Your situation	Prefer	Avoid
Uniform short prompts (<1K), single-tenant	Monolithic prefill; higher `max_num_batched_tokens`	Chunking overhead for no fairness gain
Mixed RAG + interactive chat on one GPU	Chunked prefill + priority lanes	Unlimited monolithic prefills in shared batch
Median prompt >4K, TTFT SLO <1 s	Smaller chunk budget; context compression upstream	Raising `max_num_seqs` without chunking
Routine 32K+ prompts, strict TTFT	Disaggregated prefill cluster	Chunking alone on one bandwidth-limited GPU
Offline batch summarization	Large batches, chunking optional	Interactive-tier chunk sizes tuned for batch jobs
Provider API only (no self-host)	Prompt truncation, retrieval limits, async batch for bulk	Assuming you control engine prefill scheduling
Multi-tenant SaaS	Chunked prefill + per-tenant token caps at gateway	One tenant uploading 50K context without admission control

Common pitfalls

Enabling continuous batching without chunked prefill on RAG traffic. The classic TTFT regression Harbor hit.
Setting max_num_batched_tokens too high. Defeats chunking; behaves like monolithic prefill.
Setting chunk budget too low. TTFT on long prompts stretches; throughput drops from kernel launch overhead.
Tuning on uniform-length load tests. Hides starvation patterns visible only with long-tail prompts.
Ignoring KV block pool limits. More concurrent partial prefills still consume cache blocks.
Same config for interactive and batch tiers. Batch jobs want throughput; chat wants fairness.
Skipping context compression. Chunking helps scheduling; it does not replace retrieval quality or token budgets.
Assuming chunking fixes disaggregated-scale problems.

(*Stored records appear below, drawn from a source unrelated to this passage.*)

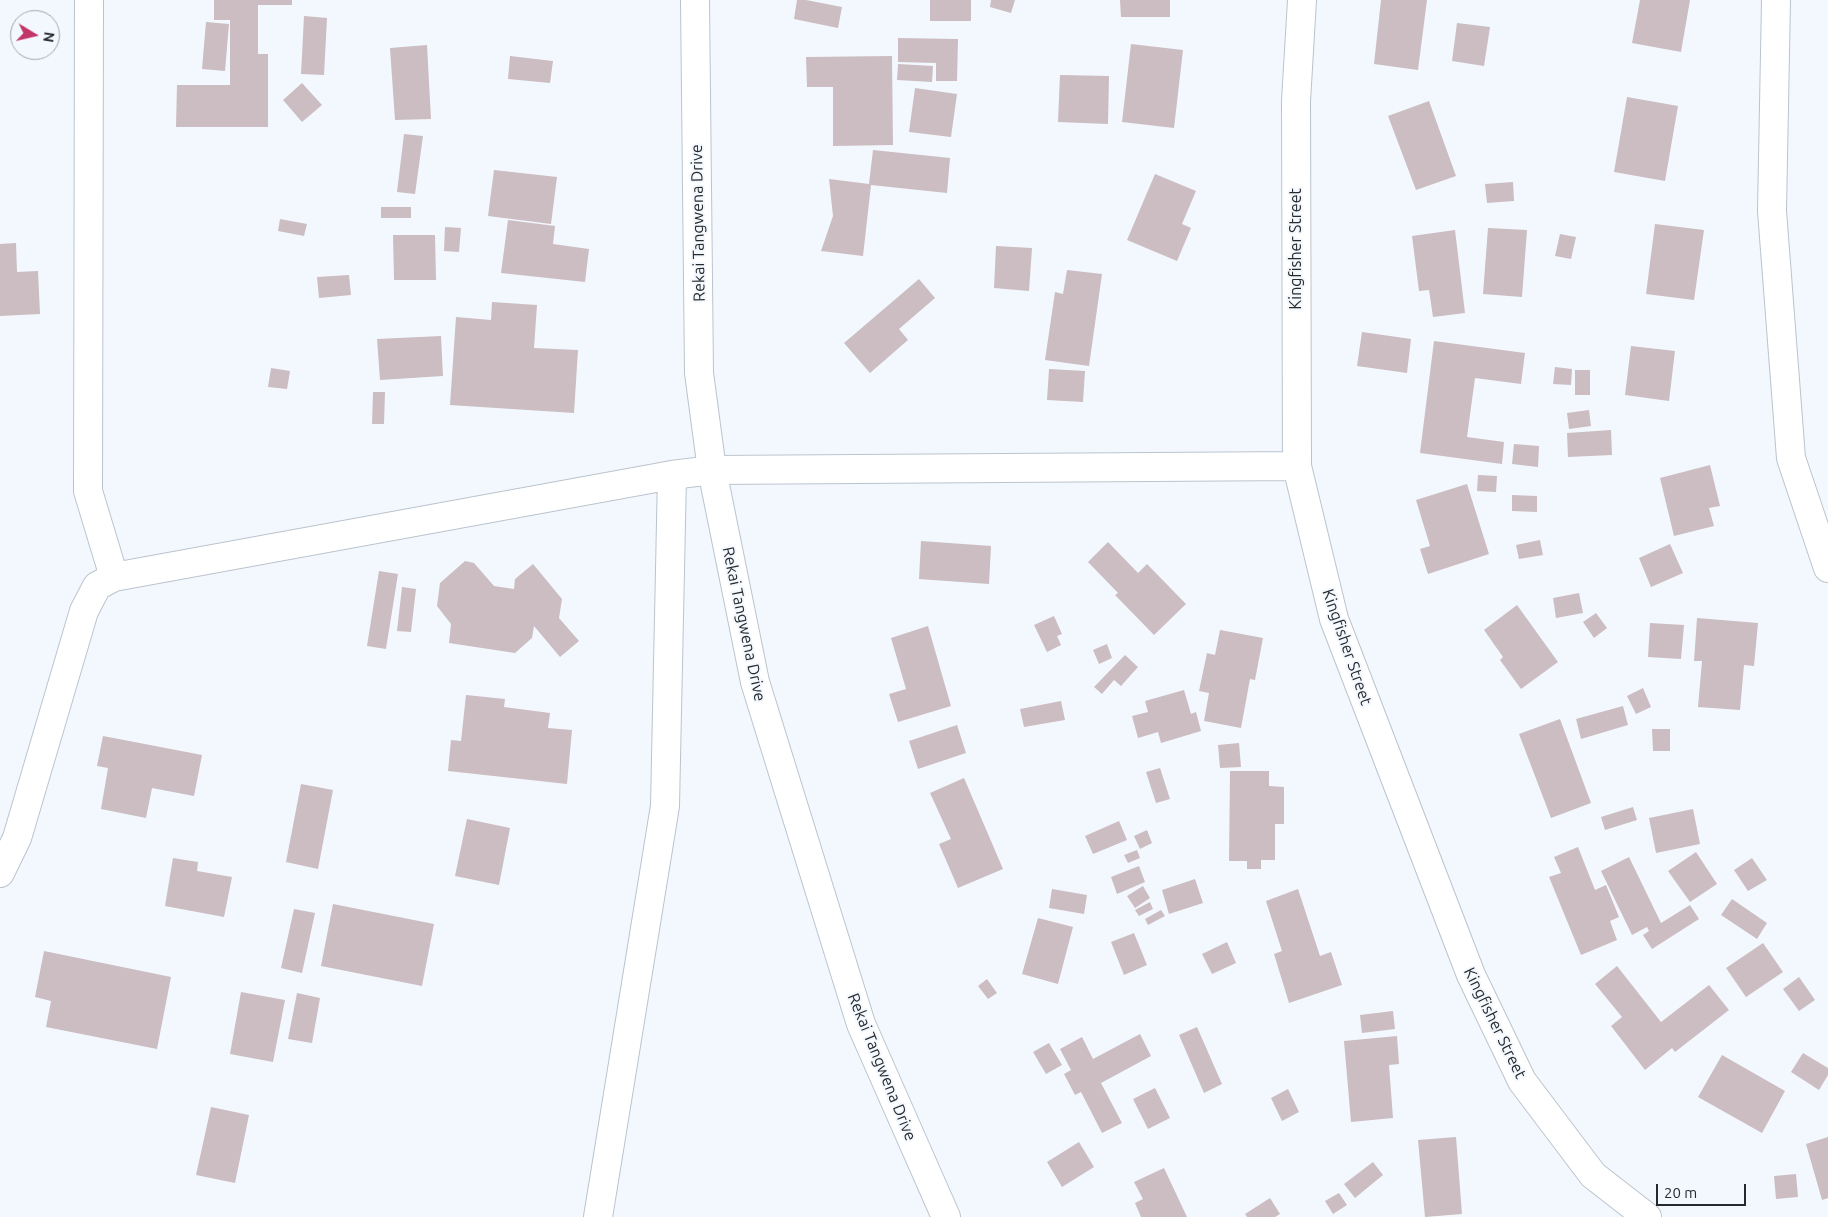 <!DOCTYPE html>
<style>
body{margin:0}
#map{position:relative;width:1828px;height:1217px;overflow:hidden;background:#f3f8fe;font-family:Ubuntu,sans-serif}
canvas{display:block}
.north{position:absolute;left:10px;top:10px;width:50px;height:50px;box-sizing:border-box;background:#f3f8fe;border:1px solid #a1a6aa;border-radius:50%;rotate:99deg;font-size:14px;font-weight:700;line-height:20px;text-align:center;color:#262a2d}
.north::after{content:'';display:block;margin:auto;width:18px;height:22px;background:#c23567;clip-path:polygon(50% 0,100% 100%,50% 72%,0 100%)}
.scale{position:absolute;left:1656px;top:1184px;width:90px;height:22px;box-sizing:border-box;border:2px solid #262a2d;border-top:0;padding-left:6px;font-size:15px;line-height:18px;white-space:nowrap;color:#262a2d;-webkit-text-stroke:4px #f3f8fe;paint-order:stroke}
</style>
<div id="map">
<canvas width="1828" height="1217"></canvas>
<div class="north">N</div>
<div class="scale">20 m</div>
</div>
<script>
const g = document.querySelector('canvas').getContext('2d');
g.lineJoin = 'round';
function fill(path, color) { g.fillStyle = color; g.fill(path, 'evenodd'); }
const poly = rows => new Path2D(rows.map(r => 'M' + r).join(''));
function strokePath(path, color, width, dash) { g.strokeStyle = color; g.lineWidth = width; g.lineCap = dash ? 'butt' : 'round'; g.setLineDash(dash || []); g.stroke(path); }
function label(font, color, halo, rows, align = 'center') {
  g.font = font + ' Ubuntu,sans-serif'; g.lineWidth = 4; g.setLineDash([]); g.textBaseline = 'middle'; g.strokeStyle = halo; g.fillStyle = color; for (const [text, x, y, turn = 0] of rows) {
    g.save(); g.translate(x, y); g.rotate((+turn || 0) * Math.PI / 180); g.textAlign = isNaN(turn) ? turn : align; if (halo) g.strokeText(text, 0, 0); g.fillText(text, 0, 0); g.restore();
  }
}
const building = poly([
 [214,0,292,0,292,5,258,5,258,54,268,54,268,127,176,127,177,85,230,85,230,20,214,20],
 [797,0,806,0,842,7,838,28,794,19],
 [930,0,971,0,971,21,930,21],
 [991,0,1015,0,1011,13,990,7],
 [1120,0,1170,0,1170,17,1121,17],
 [1381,0,1427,0,1418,70,1374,64],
 [1640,0,1690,0,1681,52,1632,43],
 [304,16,327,18,324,75,301,74],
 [206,22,229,24,225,71,202,69],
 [1457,23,1490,27,1484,66,1452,61],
 [898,38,958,39,957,81,936,81,936,63,898,62],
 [1131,44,1183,50,1174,128,1122,122],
 [427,45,431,119,395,120,390,48],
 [510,56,553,61,550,83,508,79],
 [892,56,893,145,833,146,833,87,807,87,806,57],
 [898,64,933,66,932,82,897,80],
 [1060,75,1109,76,1108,124,1058,122],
 [302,83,322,105,302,122,283,100],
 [915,88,957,94,951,137,909,132],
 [1627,97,1678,106,1665,181,1614,172],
 [1429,101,1456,176,1416,190,1388,116],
 [404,134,423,136,415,194,397,192],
 [873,150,950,158,947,193,871,185,863,256,821,251,833,216,829,179,869,184],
 [494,170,557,177,551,224,488,216],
 [1155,174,1196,191,1182,224,1191,228,1177,261,1127,240],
 [1513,182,1514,201,1487,203,1485,184],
 [381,207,411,207,411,218,381,218],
 [280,219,307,224,304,236,278,231],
 [508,220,555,226,553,244,589,249,585,282,501,273],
 [1655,224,1704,230,1694,300,1646,294],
 [445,227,461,228,459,252,444,251],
 [1488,228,1527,230,1522,297,1483,294],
 [1455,230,1465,313,1433,317,1429,290,1419,291,1412,236],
 [1560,234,1576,237,1571,259,1555,256],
 [393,235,435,235,436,280,394,280],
 [16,243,17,272,38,271,40,314,0,316,0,244],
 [996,246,1032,248,1029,291,994,288],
 [1067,270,1102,274,1089,366,1045,360,1055,292,1063,294],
 [349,275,351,295,319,298,317,277],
 [919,279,935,298,899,329,908,340,870,373,844,343],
 [492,302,537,305,534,348,578,350,574,413,450,405,456,317,491,320],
 [1362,332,1411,339,1407,373,1357,366],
 [441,336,443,376,380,380,377,339],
 [1434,341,1525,353,1521,384,1475,378,1467,437,1504,442,1502,464,1420,453],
 [1631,346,1675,351,1669,401,1625,395],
 [1555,367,1572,369,1571,385,1553,384],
 [271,368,290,371,287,389,268,387],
 [1049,369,1085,371,1083,402,1047,400],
 [1575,370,1590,370,1590,395,1575,395],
 [373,392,385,392,384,424,372,424],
 [1589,410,1591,426,1569,429,1567,413],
 [1611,430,1612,455,1568,457,1567,433],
 [1514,444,1539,446,1538,467,1512,464],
 [1710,465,1720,506,1709,508,1714,526,1674,536,1660,478],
 [1478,475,1497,476,1496,492,1477,491],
 [1467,484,1489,554,1428,574,1420,549,1430,546,1416,500],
 [1512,495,1537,496,1537,512,1512,511],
 [1540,540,1543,555,1519,559,1516,545],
 [921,541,991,546,989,584,919,579],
 [1108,542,1138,573,1147,564,1186,604,1154,635,1115,595,1118,593,1088,562],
 [1670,544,1683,573,1651,587,1639,558],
 [465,561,474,563,494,586,514,589,515,579,533,564,562,599,559,618,579,641,560,657,534,626,532,638,515,653,449,643,451,624,437,606,440,583],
 [379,571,398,574,386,649,367,646],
 [402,587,416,589,411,632,397,631],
 [1579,593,1583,613,1556,618,1553,598],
 [1517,605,1558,662,1521,689,1500,660,1503,657,1484,630],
 [1596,613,1607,628,1594,638,1583,622],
 [1054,616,1062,634,1057,636,1061,645,1047,652,1034,625],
 [1697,618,1758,623,1754,666,1744,665,1740,710,1698,707,1702,661,1694,661],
 [1650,623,1684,625,1681,659,1648,657],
 [928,626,951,706,898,722,889,694,906,689,891,638],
 [1220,630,1263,638,1255,680,1250,679,1241,728,1204,721,1209,693,1199,691,1207,653,1215,655],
 [1107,644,1112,658,1099,664,1093,650],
 [1125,655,1138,667,1121,686,1114,680,1102,694,1094,687],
 [1643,688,1651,707,1636,714,1627,696],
 [1184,690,1191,714,1196,712,1201,731,1161,743,1158,732,1138,738,1132,716,1148,712,1145,701],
 [466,695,505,699,504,707,550,713,548,728,572,730,567,784,448,771,451,740,461,741],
 [1061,701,1065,720,1024,727,1020,709],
 [1623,706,1628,725,1581,739,1576,719],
 [1560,719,1591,803,1551,818,1519,734],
 [957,725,966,753,918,769,909,741],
 [1652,729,1670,729,1670,751,1653,751],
 [103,736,202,755,194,796,152,788,146,818,101,809,108,768,97,766],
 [1239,743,1241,767,1220,768,1218,745],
 [1160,768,1170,799,1156,803,1146,772],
 [1230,771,1269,771,1269,786,1284,787,1284,824,1275,824,1275,860,1261,860,1261,869,1247,869,1247,861,1229,861],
 [964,778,1003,869,958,888,939,844,951,839,930,793],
 [301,784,333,790,318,869,286,862],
 [1633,807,1637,820,1605,830,1601,817],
 [1693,809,1700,844,1656,853,1649,818],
 [467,819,510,828,499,885,455,876],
 [1119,821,1127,840,1093,854,1085,836],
 [1147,830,1152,843,1140,849,1134,836],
 [1578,847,1595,890,1606,885,1619,917,1610,921,1617,940,1581,955,1549,877,1561,873,1554,857],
 [1137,850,1140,858,1128,863,1124,855],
 [1696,852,1717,884,1690,902,1668,871],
 [1629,857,1661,923,1690,905,1699,919,1652,949,1643,935,1649,931,1647,927,1632,935,1601,871],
 [173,858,198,862,197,871,232,877,224,917,165,906],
 [1752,858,1767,880,1748,891,1734,870],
 [1139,866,1145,882,1117,894,1111,877],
 [1195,879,1203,903,1169,914,1162,890],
 [1143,886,1150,898,1135,908,1127,896],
 [1052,889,1087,895,1084,914,1049,908],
 [1298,889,1320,956,1331,952,1342,985,1289,1003,1274,954,1282,951,1266,901],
 [1732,899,1767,923,1757,939,1721,915],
 [1150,902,1153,909,1139,916,1135,910],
 [333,904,434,924,422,986,321,966],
 [294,909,315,913,302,973,281,968],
 [1161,910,1165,916,1148,925,1145,919],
 [1038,918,1073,927,1058,984,1022,974],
 [1134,933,1147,965,1124,975,1111,942],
 [1227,942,1236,963,1212,974,1202,954],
 [1763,943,1783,972,1746,997,1726,968],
 [44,951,171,977,157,1049,46,1027,51,1001,35,997],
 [1617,966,1661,1022,1709,985,1729,1010,1675,1052,1672,1048,1645,1070,1611,1026,1622,1017,1595,984],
 [1799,977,1815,1000,1799,1011,1783,989],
 [987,979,997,993,988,999,978,986],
 [241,992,285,1000,273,1062,230,1054],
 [297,993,320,998,312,1043,288,1039],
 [1393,1011,1395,1029,1362,1033,1360,1015],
 [1197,1027,1222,1084,1204,1093,1179,1035],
 [1140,1034,1151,1056,1101,1083,1122,1123,1102,1133,1081,1092,1075,1095,1064,1074,1071,1070,1060,1049,1082,1037,1093,1059],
 [1397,1036,1399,1064,1389,1065,1393,1118,1351,1122,1344,1041],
 [1049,1043,1062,1065,1046,1074,1033,1052],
 [1803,1053,1828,1068,1828,1075,1819,1090,1791,1072],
 [1722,1055,1785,1091,1762,1133,1698,1097],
 [1155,1088,1170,1118,1148,1129,1133,1099],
 [1288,1089,1299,1112,1282,1121,1271,1098],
 [211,1107,249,1115,235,1183,196,1175],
 [1456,1137,1462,1214,1425,1217,1418,1140],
 [1828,1137,1828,1198,1822,1200,1806,1144],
 [1079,1142,1094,1167,1062,1187,1047,1162],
 [1373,1162,1383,1175,1355,1198,1344,1184],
 [1164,1168,1187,1217,1141,1217,1135,1203,1143,1199,1134,1182],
 [1796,1174,1798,1197,1776,1199,1774,1176],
 [1339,1193,1347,1205,1333,1214,1325,1201],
 [1270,1198,1280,1214,1275,1217,1247,1217,1245,1214]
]);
const street = poly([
 [1302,0,1296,101,1297,466,1334,619,1471,975,1522,1081,1593,1175,1647,1217],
 [1776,0,1772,211,1791,458,1828,568],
 [114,577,672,475],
 [0,873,17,838,84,611,97,586,114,577,88,491,89,0],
 [598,1217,665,806,672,475,712,470,1297,466]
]);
const secondary = poly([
 [695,0,699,373,712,470,755,682,861,1024,946,1217]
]);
const streetNames = [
 ["Rekai Tangwena Drive",698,223,-91],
 ["Kingfisher Street",1296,249,-90],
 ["Rekai Tangwena Drive",744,624,78],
 ["Kingfisher Street",1347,647,71],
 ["Kingfisher Street",1495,1023,64],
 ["Rekai Tangwena Drive",882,1067,68]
];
fill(building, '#cbbdc1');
strokePath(street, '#bbc4cd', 30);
strokePath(secondary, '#bbc4cd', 30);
strokePath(street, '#fff', 28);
strokePath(secondary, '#fff', 28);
label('16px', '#262a2d', '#f3f8fe', streetNames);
</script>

At extreme context lengths, split clusters remain necessary.

Production checklist

Enable chunked prefill when median prompt exceeds ~2K tokens or RAG is in production.
Set max_num_batched_tokens from load tests with realistic long-tail length mix.
Separate interactive and batch inference tiers with different token budgets.
Instrument per-iteration prefill vs decode token counts and TTFT by priority lane.
Cap per-request prompt length at gateway; reject or summarize oversize uploads.
Pair chunking with PagedAttention or equivalent KV block pooling.
Validate RAG recall after reducing retrieved chunk count to shrink prefills.
Load-test month-end peaks with concurrent long-document and short-query traffic.
Document rollback: disable chunking and raise batch tokens for emergency batch-only mode.
Re-tune after model context-length changes (KV bytes per token shift).
Evaluate disaggregated prefill when p95 TTFT breaks SLO despite chunked config.
Propagate client cancel so partial prefills release scheduler slots immediately.

Key takeaways

Chunked prefill splits long prompts across iterations so decode work for other sequences is not starved.
max_num_batched_tokens is the primary chunk ceiling; it must be tuned with workload variance in mind.
Continuous batching eliminates padding waste; chunked prefill eliminates prefill head-of-line blocking inside the batch.
Harbor Analytics restored sub-second TTFT for short queries by chunking prefills and tagging priority lanes after RAG launched.
At extreme context lengths, graduate from chunking to disaggregated prefill/decode clusters.